Vienna Theatre Company presenting performances through May 5
the-39-steps
Kevin Lukacs and Joe Gallagher star in Vienna Theatre Company's production of "The 39 Steps," which runs through May 5, 2024, at the Vienna Community Center.

Vienna Theatre Company’s “The 39 Steps” combines espionage intrigue with madcap farce.

Even without some of the familiar Alfred Hitchcock theme music cropping up now and again, its easy to catch the suspenseful undertones present in the famed director’s serious 1935 cinematic take on the subject.

The play, adapted by Patrick Barlow and directed by Katherine and Nicholas Boone, revolves around the adventures of an Englishman, Richard Hannay, who gets caught up in an espionage plot in England and Scotland in the 1930s.

Joe Gallagher is engaging as the protagonist, who squirms out comically from beneath a murder victim and tries to hide his face from anyone reading the next day’s newspaper, featuring a large front-page photo of him as the prime suspect.

Gallagher also is spry while jumping (as gently as possible) from the 4-foot-tall stage and running through the seating area while being chased by bad guys.

Jessie Duggan, fresh off her comedic success as a ditzy, demanding actress in VTC’s “Shakespeare in Hollywood,” keeps the laughs going in a variety of roles.

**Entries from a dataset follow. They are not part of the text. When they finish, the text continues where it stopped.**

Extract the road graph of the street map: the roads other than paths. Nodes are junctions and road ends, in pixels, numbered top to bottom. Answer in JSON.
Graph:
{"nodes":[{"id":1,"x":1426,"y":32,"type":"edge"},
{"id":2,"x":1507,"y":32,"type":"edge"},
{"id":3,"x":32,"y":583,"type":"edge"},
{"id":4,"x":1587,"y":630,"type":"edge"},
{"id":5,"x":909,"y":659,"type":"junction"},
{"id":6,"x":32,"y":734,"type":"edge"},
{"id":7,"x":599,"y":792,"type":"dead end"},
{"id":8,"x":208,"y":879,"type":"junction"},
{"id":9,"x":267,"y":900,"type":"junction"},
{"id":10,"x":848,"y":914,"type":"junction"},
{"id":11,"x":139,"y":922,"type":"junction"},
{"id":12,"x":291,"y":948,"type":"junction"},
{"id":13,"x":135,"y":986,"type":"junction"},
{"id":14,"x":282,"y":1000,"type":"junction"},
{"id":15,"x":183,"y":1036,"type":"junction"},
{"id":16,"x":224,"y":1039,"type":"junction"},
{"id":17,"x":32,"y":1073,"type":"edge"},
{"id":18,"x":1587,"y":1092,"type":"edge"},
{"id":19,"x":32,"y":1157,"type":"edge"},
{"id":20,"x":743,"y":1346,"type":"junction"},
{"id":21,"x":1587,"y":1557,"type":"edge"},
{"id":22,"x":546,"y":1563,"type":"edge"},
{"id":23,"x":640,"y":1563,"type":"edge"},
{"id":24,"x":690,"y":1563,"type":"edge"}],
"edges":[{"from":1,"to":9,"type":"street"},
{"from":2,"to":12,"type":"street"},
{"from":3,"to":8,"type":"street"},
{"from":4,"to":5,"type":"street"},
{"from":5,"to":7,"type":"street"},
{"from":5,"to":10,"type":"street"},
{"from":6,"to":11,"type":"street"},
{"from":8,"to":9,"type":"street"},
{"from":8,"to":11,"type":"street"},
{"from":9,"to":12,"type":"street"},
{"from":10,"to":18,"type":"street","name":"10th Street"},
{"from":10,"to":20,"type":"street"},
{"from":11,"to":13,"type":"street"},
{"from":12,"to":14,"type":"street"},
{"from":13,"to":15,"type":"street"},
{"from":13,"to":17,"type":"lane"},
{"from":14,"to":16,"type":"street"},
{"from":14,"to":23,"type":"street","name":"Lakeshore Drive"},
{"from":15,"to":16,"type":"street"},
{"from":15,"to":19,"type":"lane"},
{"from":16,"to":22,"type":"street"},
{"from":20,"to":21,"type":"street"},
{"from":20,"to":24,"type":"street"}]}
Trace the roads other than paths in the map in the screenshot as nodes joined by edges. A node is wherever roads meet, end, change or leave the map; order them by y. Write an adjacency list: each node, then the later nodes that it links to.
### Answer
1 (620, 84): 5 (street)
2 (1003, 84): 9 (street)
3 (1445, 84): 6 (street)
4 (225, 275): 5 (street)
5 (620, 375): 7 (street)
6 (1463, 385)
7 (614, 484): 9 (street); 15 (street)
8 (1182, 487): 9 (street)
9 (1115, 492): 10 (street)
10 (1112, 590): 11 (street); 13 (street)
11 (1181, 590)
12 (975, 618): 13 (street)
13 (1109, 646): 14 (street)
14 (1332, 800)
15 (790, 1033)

She first plays an ill-fated, whisky-gulping spy who confides about “The 39 Steps,” which pertain to a silent aircraft engine. Duggan pops up again as a Scottish farmer’s wife and a train occupant.

Ensemble players Haydn Dollery, Kevin Lukacs and Kim Paul – identified only as “clowns” in the playbill – do terrific work and probably could start a millinery store from all the different hats they have to wear in this production.

All three at times play law-enforcement officers. Dollery also takes turns as an announcer and milkman. Paul puts on a playful voice and mannerisms as the mustachioed “Mr. Memory,” who we learn later holds key plot information. Lukacs is a hoot as a pitchfork-wielding Scottish farmer and dangerous as the mysterious spy ringleader.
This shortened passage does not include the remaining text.